[Saved data entries]
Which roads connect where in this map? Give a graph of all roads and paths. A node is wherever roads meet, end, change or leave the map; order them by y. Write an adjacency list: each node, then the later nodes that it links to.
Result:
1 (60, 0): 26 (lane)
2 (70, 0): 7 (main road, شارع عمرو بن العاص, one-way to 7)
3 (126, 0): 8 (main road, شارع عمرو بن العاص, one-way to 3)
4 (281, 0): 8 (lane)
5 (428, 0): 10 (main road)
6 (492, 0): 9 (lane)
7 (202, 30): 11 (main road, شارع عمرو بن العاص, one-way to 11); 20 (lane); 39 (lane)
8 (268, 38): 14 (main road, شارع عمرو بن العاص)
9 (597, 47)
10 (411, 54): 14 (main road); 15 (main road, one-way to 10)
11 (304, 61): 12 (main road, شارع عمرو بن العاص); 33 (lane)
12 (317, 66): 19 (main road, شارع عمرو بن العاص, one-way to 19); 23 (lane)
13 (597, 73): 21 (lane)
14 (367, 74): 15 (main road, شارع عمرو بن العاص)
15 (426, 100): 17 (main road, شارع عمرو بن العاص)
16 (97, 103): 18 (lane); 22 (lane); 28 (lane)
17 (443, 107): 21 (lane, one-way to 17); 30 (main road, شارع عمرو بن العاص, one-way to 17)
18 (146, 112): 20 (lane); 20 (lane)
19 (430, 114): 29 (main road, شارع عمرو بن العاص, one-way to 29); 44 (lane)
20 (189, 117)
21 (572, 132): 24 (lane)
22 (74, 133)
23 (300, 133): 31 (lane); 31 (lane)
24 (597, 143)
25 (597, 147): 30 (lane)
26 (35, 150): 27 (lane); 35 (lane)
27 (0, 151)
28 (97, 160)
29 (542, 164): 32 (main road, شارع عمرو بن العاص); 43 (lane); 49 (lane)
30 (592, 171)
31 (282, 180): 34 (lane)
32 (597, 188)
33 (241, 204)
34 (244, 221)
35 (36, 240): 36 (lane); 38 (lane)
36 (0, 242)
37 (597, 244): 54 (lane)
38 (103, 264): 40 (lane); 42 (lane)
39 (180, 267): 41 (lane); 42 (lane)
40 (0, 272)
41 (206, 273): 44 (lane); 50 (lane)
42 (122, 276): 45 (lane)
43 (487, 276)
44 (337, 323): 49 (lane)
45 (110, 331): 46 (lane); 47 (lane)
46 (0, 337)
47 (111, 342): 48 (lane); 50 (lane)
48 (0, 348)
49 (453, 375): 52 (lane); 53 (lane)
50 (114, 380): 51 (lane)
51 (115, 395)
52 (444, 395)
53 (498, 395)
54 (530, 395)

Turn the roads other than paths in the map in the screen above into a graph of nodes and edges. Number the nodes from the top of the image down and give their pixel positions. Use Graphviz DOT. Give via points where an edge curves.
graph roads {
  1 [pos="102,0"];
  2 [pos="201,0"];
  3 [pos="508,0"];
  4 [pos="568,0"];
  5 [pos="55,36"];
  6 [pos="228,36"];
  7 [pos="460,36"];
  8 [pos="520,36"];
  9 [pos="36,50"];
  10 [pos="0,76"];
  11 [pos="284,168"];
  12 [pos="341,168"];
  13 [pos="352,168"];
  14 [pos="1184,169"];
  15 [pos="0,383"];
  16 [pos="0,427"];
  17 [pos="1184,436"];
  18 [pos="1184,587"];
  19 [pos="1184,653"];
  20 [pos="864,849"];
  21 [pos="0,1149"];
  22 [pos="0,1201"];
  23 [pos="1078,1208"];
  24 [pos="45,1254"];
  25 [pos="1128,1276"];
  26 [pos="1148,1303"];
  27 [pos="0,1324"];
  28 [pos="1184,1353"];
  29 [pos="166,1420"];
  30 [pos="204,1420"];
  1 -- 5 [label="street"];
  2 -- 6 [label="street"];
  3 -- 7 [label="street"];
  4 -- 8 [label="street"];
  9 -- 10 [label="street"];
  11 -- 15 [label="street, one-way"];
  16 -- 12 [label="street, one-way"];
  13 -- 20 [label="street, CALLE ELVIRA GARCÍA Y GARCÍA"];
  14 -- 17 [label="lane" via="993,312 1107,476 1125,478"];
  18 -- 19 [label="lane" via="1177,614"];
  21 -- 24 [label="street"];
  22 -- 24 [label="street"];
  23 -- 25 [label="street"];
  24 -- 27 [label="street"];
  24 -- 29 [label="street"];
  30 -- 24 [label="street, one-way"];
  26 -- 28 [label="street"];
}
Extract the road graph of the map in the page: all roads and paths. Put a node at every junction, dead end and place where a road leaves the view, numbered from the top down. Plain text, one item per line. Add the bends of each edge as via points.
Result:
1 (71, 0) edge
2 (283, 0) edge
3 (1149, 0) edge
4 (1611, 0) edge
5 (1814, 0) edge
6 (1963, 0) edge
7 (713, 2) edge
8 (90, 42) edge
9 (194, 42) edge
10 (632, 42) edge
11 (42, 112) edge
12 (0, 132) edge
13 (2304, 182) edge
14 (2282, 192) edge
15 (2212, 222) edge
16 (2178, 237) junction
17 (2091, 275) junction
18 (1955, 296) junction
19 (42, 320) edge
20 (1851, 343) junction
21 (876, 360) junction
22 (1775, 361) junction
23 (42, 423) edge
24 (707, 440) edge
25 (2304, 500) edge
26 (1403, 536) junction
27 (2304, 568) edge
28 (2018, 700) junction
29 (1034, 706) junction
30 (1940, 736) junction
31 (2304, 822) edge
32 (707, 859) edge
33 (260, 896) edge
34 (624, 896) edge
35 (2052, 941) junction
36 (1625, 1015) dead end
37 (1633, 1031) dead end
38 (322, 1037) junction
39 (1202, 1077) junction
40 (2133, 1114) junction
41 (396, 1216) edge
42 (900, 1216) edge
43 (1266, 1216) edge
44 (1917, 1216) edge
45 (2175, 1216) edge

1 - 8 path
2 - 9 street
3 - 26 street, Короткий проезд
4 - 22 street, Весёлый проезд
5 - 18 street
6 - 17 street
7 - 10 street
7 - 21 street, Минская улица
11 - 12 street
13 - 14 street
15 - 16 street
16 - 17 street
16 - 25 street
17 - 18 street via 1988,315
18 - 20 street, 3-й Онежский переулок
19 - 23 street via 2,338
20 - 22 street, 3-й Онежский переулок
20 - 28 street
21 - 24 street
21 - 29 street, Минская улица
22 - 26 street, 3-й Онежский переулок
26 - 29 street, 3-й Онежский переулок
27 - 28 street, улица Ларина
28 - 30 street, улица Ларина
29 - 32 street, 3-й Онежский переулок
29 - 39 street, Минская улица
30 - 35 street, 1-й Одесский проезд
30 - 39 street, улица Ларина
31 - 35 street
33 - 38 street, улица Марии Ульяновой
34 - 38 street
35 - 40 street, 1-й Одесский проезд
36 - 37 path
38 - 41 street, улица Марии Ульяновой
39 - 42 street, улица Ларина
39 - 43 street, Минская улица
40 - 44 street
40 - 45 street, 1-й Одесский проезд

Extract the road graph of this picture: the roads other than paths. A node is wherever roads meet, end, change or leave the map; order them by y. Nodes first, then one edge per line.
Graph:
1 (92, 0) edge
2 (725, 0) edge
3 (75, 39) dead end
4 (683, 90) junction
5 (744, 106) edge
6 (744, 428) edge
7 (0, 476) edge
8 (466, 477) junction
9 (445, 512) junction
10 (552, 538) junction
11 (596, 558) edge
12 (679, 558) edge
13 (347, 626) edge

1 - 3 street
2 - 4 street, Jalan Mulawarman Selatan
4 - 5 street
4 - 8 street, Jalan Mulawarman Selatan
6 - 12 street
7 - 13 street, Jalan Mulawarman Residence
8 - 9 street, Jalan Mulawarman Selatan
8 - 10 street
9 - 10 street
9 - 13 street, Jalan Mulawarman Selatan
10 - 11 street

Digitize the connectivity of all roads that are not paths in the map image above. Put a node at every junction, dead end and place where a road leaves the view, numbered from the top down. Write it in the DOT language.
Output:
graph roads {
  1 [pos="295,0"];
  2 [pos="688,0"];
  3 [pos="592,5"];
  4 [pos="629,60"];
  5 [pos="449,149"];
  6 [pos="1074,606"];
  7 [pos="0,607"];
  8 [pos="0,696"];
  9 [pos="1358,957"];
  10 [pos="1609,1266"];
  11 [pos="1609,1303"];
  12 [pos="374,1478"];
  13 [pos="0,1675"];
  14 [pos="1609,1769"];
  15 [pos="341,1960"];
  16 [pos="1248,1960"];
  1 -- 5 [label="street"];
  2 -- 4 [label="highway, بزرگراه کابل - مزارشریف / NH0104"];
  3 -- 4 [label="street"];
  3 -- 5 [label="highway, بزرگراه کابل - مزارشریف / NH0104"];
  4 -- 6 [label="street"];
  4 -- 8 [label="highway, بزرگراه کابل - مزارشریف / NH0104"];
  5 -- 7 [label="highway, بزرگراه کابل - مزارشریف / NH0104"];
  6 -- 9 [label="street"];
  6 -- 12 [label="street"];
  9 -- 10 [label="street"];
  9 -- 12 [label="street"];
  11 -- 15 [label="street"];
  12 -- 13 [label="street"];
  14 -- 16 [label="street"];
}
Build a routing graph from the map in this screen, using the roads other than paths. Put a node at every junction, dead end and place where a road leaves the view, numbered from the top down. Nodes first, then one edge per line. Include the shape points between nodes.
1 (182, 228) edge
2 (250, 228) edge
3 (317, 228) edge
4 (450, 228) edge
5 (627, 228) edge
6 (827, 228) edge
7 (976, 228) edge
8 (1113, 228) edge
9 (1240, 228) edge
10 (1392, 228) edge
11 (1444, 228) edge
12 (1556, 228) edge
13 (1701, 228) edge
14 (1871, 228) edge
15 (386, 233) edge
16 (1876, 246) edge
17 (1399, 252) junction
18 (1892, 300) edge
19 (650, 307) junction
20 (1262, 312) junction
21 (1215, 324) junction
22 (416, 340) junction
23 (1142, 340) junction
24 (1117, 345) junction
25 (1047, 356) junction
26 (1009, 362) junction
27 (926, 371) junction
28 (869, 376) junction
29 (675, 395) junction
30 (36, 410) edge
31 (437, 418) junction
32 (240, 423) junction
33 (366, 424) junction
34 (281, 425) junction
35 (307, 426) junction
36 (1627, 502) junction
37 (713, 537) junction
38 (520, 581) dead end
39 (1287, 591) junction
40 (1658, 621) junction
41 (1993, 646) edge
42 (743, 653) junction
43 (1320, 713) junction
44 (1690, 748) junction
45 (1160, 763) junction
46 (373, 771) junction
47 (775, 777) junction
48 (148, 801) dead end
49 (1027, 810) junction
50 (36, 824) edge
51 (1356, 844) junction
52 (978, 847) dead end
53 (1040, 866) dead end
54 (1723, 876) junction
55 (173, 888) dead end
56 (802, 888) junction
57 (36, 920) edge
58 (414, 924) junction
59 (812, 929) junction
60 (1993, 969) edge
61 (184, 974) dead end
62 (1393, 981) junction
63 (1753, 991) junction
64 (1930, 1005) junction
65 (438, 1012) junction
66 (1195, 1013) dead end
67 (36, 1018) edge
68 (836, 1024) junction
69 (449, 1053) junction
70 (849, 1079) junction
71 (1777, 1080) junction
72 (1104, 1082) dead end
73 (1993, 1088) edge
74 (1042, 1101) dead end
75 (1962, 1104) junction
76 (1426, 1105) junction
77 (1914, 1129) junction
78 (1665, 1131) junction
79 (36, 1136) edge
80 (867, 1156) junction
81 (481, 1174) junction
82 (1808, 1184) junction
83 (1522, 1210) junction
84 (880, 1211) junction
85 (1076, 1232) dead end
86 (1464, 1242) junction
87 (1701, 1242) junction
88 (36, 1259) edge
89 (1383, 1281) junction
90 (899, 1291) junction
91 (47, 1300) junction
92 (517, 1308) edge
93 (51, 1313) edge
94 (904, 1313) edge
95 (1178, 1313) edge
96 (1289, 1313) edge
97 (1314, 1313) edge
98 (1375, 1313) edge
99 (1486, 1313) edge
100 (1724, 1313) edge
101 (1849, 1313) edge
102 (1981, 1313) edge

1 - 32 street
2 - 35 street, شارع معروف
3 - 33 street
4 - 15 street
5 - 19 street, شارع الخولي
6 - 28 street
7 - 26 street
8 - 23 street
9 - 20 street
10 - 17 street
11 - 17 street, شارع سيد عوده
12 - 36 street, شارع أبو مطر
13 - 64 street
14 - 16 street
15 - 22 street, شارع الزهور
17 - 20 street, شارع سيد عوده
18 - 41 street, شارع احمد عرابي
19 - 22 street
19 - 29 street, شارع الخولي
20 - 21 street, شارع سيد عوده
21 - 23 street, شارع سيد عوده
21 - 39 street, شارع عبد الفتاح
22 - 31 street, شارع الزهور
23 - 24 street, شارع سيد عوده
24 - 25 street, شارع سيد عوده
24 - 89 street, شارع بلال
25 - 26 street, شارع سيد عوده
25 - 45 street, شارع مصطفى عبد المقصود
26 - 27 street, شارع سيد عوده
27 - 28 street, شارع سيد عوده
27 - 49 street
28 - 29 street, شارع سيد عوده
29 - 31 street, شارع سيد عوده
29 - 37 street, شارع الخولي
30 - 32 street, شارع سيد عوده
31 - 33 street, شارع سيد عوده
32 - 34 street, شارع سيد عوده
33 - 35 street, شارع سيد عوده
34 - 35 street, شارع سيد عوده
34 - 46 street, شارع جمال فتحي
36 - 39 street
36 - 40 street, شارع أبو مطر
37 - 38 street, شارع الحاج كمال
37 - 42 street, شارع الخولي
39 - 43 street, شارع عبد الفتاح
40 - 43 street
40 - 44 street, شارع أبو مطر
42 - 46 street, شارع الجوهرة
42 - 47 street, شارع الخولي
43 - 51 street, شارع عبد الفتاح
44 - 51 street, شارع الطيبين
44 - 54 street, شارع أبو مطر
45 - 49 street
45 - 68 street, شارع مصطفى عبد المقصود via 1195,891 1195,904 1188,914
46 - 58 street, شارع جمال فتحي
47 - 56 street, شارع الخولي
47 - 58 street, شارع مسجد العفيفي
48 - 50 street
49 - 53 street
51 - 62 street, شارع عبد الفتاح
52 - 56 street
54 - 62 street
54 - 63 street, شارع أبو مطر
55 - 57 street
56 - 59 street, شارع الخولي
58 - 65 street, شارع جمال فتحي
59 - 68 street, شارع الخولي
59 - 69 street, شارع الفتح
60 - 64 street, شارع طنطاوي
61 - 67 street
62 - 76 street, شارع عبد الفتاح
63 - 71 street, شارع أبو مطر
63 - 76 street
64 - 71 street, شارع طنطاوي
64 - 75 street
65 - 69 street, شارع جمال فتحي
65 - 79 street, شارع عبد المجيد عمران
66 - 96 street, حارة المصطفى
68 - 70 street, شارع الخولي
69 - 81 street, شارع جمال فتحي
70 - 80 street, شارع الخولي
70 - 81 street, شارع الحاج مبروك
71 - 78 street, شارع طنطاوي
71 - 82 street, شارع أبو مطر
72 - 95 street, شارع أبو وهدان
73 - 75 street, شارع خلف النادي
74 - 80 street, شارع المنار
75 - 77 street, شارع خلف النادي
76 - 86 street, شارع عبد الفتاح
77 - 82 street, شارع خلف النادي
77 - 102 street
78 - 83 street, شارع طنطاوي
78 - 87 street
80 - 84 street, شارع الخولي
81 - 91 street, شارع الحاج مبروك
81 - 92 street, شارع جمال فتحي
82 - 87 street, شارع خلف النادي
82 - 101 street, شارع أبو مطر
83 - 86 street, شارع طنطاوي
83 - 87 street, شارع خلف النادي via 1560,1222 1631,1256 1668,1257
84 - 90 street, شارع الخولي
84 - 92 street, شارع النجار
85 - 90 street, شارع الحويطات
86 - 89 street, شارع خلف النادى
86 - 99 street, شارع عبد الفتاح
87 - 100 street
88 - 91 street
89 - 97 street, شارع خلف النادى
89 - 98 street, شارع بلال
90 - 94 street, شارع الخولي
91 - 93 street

■ WHAT YOU HAVE TO DO
Only one stretch of the records above is wanted: the lines between the one holding "Extract the road graph of this" and the one holding "Digitize the connectivity", inclusive, reproduced exactly.

■ RESPONSE BELOW
Extract the road graph of this picture: the roads other than paths. A node is wherever roads meet, end, change or leave the map; order them by y. Nodes first, then one edge per line.
Graph:
1 (92, 0) edge
2 (725, 0) edge
3 (75, 39) dead end
4 (683, 90) junction
5 (744, 106) edge
6 (744, 428) edge
7 (0, 476) edge
8 (466, 477) junction
9 (445, 512) junction
10 (552, 538) junction
11 (596, 558) edge
12 (679, 558) edge
13 (347, 626) edge

1 - 3 street
2 - 4 street, Jalan Mulawarman Selatan
4 - 5 street
4 - 8 street, Jalan Mulawarman Selatan
6 - 12 street
7 - 13 street, Jalan Mulawarman Residence
8 - 9 street, Jalan Mulawarman Selatan
8 - 10 street
9 - 10 street
9 - 13 street, Jalan Mulawarman Selatan
10 - 11 street

Digitize the connectivity of all roads that are not paths in the map image above. Put a node at every junction, dead end and place where a road leaves the view, numbered from the top down. Write it in the DOT language.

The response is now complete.